Wednesday, June 9

Home...

Yesterday was a hard day. I was discharged in the late afternoon. It was so difficult to leave our baby. Having been through this already with Little Man, I knew what was coming, but that still doesn't keep you immune from the heartbreak of leaving your child. Obviously, I cannot be in two places at one time and I have small children who need me both places. Little Man had a tough time with our separation while I was in the hospital. He has hardly left my lap since I came home. I am glad that we are still co-sleeping with him because I think that is helping.

I am impatiently waiting for my milk to come in. The NICU is upping the baby's feedings every day, and I haven't been able to keep up (which isn't unusual since it takes a couple of days, normally). It is frustrating because I had a ton of milk when Little Man was in the NICU, due to the fact that I had only weaned Sugar Plum a few months earlier. I'm giving the baby all I can, but the nurses are supplementing with formula (something I was hoping to avoid).

I know that I owe a lot of you e-mails. I am hoping to get to them today. I had Internet access at the hospital, which was wonderful! It was hard to write e-mails and posts though, because the connection was slow and spotty.

I'll update on our little one's progress later today! Thank you for your prayers!

12 comments:

elizabeth said...

hang in there! not easy to not have your children all together... Lord have mercy!

Michelle M. said...

I'll be praying that your milk comes in soon. I know how much pressure we can put on ourselves when we have a baby in the NICU because one of the only things we can do is provide milk. Try not to worry about it because you know it will come in and then that is all he will get from that point on. We'll continue to pray for you all. Is there anything that we can do to help from afar?

Lucy said...

It was only relatively recently I actually realised that mamas are discharged before their babies...it came as a shock. I am sorry you had to come home without your newest little armful of joy. Praying for you all - in some ways it reminds me of waiting to bring our children home during the adoption process, for us it took weeks and was very hard so I can partly imagine something of how you must feel. Many blessings.

Bethany Hudson said...

Emily,
You're in my prayers. It was very difficult for me when James was hospitalized after birth, although after the first day, I stayed at the hospital in his room. NICU is harder, I know. If he was there, I wouldn't have been able to stay. Ours barely had room for either parent to sit down, and Sophia couldn't come in there with us. And, I will pray for you with the milk supply. I had a lot of trouble getting my milk to come in with a breast pump when James was born. I will pray that you have an easier time and that your little one can come home soon.

God bless,
Bethany

Anonymous said...

I'm so sorry about your difficult day. I can't imagine that it wouldn't be. I thought about and prayed for you often yesterday and will continue to do so today.

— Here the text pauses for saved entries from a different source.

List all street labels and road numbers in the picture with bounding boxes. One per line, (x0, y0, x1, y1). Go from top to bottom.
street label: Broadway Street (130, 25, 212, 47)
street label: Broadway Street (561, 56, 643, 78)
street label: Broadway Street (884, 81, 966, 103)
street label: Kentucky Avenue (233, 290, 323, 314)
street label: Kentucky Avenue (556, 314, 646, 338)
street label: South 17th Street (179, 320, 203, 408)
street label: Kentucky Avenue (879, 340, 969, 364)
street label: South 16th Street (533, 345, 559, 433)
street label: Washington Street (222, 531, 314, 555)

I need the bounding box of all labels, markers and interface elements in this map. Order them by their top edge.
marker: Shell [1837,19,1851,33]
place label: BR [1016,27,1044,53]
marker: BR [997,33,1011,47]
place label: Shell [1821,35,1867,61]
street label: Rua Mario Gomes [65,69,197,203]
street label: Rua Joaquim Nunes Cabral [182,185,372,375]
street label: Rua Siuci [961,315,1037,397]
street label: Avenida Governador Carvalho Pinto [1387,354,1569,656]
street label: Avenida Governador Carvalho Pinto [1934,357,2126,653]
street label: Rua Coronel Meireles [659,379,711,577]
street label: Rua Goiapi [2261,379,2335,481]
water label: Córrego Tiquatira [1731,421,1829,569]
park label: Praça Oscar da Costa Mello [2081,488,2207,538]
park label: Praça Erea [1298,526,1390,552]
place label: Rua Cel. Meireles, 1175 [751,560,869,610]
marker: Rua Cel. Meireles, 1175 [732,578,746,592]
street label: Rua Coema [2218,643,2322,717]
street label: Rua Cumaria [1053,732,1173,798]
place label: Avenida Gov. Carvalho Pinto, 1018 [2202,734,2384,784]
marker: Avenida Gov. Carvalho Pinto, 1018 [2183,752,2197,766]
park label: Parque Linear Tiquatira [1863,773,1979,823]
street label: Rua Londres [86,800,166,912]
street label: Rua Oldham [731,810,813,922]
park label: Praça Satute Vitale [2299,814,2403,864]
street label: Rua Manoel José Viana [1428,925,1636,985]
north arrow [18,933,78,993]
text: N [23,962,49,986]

Don't worry about all those emails. These daily updates are so generous and much appreciated.

Oh, and I have a Moby Wrap I can send your way if you would like to borrow it and do some kangaroo care in the NICU.

Love to you all!

Matushka Anna said...

I'm so sorry you're going through the pain of leaving him in the NICU. All of mine came home with me so the only thing I can compare it to is when I handed my first son (older baby) over to the OR nurse for surgery. After the doors closed on them, I turned around to Father and said, I gave my baby to strangers. I'm going to throw up.

Keep pumping! That milk will come in and be more than sufficient.

Prayers

Pattie - Chicagoland, IL said...

Welcome home my friend. Soon your baby will join you and all will be right with the world. Thinking of you and yours on this beautiful summer day.

Courtney said...

You're doing just wonderfully, mama! Your Moby wrap will be so helpful for both of you, and you know that'll help with your milk too.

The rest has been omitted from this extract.